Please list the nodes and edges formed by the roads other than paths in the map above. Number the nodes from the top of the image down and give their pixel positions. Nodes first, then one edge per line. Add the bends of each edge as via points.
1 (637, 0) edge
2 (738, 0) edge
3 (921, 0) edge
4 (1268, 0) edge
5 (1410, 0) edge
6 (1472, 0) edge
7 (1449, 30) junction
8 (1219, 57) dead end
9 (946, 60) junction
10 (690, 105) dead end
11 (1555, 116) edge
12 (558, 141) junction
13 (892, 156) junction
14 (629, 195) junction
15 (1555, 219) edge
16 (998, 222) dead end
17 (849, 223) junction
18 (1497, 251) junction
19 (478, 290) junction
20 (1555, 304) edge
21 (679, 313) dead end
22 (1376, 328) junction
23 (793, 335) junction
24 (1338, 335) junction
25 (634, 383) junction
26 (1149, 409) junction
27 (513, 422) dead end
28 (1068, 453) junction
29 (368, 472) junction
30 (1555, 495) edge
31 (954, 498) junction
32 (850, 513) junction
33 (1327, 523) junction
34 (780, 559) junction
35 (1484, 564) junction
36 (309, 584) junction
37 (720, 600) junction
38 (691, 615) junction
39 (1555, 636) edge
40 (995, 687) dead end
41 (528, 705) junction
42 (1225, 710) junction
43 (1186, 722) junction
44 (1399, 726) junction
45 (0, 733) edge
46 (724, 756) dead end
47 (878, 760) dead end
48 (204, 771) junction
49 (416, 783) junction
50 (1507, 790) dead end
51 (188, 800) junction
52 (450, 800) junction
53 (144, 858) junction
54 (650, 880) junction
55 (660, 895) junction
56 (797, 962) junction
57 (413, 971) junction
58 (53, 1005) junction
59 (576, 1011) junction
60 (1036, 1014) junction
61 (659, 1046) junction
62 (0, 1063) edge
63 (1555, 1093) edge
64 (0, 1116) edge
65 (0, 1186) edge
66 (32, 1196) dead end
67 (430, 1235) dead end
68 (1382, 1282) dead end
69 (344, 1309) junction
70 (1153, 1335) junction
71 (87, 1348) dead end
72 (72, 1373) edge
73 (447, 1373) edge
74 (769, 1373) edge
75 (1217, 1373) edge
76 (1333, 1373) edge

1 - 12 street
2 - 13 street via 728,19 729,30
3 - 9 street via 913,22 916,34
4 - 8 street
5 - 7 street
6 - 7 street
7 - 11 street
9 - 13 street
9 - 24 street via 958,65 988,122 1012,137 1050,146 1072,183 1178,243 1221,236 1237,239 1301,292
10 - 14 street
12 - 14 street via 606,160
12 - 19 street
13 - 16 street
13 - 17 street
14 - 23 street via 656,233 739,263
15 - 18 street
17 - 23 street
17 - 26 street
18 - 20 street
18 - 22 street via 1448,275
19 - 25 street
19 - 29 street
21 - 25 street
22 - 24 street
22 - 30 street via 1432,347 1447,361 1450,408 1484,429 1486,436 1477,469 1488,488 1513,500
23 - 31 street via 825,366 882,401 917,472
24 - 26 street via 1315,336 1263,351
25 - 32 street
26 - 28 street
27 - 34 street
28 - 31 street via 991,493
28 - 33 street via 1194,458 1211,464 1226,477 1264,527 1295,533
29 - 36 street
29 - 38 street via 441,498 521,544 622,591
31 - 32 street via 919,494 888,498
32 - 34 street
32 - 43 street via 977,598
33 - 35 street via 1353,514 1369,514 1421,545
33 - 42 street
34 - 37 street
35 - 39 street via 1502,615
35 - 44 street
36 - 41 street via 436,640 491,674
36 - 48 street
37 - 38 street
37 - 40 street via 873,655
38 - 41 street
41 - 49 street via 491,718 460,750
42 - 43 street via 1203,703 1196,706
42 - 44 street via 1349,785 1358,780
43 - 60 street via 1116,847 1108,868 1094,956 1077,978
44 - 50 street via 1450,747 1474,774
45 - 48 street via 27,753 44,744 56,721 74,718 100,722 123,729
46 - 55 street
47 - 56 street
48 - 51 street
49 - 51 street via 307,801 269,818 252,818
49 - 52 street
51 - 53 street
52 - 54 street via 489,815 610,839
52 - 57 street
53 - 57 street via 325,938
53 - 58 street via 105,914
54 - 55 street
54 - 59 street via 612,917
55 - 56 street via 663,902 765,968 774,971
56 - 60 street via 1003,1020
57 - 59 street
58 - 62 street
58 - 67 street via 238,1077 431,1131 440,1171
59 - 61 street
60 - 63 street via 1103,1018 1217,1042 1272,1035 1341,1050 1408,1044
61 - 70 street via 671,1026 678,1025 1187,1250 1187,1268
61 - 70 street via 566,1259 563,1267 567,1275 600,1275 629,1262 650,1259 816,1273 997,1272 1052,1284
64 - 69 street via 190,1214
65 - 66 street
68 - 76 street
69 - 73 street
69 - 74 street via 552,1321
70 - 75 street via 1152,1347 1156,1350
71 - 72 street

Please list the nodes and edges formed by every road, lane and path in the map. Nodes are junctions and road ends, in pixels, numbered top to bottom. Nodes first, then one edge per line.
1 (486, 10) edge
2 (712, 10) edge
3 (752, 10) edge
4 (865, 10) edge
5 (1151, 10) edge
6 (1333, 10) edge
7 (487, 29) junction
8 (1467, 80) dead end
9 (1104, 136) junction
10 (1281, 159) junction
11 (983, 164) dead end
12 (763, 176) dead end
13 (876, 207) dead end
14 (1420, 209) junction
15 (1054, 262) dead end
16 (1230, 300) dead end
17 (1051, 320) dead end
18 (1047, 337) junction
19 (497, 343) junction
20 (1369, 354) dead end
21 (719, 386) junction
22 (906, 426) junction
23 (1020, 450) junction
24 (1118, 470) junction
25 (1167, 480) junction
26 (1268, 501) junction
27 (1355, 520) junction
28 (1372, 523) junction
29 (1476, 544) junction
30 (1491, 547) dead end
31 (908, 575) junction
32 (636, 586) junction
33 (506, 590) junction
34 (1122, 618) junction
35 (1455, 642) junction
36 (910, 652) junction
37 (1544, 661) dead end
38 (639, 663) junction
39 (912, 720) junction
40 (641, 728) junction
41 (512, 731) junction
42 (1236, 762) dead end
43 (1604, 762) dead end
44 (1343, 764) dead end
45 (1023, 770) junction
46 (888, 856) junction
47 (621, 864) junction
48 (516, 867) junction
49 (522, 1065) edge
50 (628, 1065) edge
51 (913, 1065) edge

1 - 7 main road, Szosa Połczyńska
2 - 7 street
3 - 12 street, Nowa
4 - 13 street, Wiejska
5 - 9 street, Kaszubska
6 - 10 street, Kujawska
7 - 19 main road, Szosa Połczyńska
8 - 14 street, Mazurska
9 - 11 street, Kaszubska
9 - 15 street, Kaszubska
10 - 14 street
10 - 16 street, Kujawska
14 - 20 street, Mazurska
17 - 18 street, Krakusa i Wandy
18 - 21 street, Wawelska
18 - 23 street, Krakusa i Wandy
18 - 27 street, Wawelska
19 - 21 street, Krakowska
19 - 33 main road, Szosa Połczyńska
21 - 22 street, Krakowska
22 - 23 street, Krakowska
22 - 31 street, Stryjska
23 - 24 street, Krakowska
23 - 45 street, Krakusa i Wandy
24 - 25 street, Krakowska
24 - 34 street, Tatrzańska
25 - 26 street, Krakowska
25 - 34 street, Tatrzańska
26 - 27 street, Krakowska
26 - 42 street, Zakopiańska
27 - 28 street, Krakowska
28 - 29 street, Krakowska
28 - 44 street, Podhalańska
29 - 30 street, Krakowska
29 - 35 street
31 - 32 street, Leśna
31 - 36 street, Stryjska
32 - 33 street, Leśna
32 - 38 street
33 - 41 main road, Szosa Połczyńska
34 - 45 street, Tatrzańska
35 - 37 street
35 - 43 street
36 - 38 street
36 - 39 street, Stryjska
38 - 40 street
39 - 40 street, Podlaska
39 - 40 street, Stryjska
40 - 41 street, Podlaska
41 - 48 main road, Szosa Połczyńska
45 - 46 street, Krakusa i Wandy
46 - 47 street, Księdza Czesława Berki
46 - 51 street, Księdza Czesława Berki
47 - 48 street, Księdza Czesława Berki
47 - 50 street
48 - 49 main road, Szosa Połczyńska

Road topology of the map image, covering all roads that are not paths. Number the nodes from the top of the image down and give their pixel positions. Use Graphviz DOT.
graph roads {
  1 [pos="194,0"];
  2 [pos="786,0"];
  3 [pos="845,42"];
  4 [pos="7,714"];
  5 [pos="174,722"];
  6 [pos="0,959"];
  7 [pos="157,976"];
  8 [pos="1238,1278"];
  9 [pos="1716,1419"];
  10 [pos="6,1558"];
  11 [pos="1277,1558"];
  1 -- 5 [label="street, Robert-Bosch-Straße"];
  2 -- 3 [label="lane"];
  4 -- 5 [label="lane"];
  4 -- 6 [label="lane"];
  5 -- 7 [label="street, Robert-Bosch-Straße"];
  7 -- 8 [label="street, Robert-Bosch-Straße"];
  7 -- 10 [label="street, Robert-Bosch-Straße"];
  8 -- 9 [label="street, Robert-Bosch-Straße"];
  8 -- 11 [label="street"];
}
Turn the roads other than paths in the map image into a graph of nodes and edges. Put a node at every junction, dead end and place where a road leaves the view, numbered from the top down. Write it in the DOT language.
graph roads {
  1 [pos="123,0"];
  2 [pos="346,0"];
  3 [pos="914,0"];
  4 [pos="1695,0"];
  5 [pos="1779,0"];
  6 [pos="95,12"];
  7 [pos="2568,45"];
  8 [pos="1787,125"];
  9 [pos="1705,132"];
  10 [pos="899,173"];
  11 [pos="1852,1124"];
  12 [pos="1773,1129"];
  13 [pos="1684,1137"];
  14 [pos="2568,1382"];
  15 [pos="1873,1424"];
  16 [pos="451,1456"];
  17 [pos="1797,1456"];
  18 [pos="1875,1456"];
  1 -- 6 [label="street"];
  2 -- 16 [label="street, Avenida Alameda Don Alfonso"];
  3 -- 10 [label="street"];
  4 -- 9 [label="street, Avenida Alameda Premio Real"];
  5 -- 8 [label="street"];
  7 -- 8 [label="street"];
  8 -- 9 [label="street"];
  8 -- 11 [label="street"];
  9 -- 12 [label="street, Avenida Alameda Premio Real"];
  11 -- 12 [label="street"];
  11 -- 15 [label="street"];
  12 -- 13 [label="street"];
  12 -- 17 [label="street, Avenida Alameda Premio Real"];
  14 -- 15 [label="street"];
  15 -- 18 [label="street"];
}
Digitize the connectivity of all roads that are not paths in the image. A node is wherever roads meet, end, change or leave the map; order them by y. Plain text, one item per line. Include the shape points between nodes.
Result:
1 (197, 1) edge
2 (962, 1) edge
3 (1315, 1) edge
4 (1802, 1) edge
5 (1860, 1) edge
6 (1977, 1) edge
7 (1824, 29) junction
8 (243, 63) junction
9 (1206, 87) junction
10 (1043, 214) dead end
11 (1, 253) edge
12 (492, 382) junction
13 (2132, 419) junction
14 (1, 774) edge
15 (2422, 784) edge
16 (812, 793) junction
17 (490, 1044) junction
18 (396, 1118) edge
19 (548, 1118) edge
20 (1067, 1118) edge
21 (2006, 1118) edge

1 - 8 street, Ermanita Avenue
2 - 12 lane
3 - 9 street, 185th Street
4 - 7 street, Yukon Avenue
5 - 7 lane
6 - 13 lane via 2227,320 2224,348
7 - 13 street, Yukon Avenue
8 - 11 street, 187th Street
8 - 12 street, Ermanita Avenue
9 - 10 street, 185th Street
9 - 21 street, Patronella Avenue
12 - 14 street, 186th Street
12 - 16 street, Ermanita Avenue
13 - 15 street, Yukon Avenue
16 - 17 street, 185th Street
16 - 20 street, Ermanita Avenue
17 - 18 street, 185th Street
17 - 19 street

━━━━━━

Work item: The line with "Digitize the connectivity" and every line after it up to the end of the entries: output those exactly, and only those.

Response area:
Digitize the connectivity of all roads that are not paths in the image. A node is wherever roads meet, end, change or leave the map; order them by y. Plain text, one item per line. Include the shape points between nodes.
Result:
1 (197, 1) edge
2 (962, 1) edge
3 (1315, 1) edge
4 (1802, 1) edge
5 (1860, 1) edge
6 (1977, 1) edge
7 (1824, 29) junction
8 (243, 63) junction
9 (1206, 87) junction
10 (1043, 214) dead end
11 (1, 253) edge
12 (492, 382) junction
13 (2132, 419) junction
14 (1, 774) edge
15 (2422, 784) edge
16 (812, 793) junction
17 (490, 1044) junction
18 (396, 1118) edge
19 (548, 1118) edge
20 (1067, 1118) edge
21 (2006, 1118) edge

1 - 8 street, Ermanita Avenue
2 - 12 lane
3 - 9 street, 185th Street
4 - 7 street, Yukon Avenue
5 - 7 lane
6 - 13 lane via 2227,320 2224,348
7 - 13 street, Yukon Avenue
8 - 11 street, 187th Street
8 - 12 street, Ermanita Avenue
9 - 10 street, 185th Street
9 - 21 street, Patronella Avenue
12 - 14 street, 186th Street
12 - 16 street, Ermanita Avenue
13 - 15 street, Yukon Avenue
16 - 17 street, 185th Street
16 - 20 street, Ermanita Avenue
17 - 18 street, 185th Street
17 - 19 street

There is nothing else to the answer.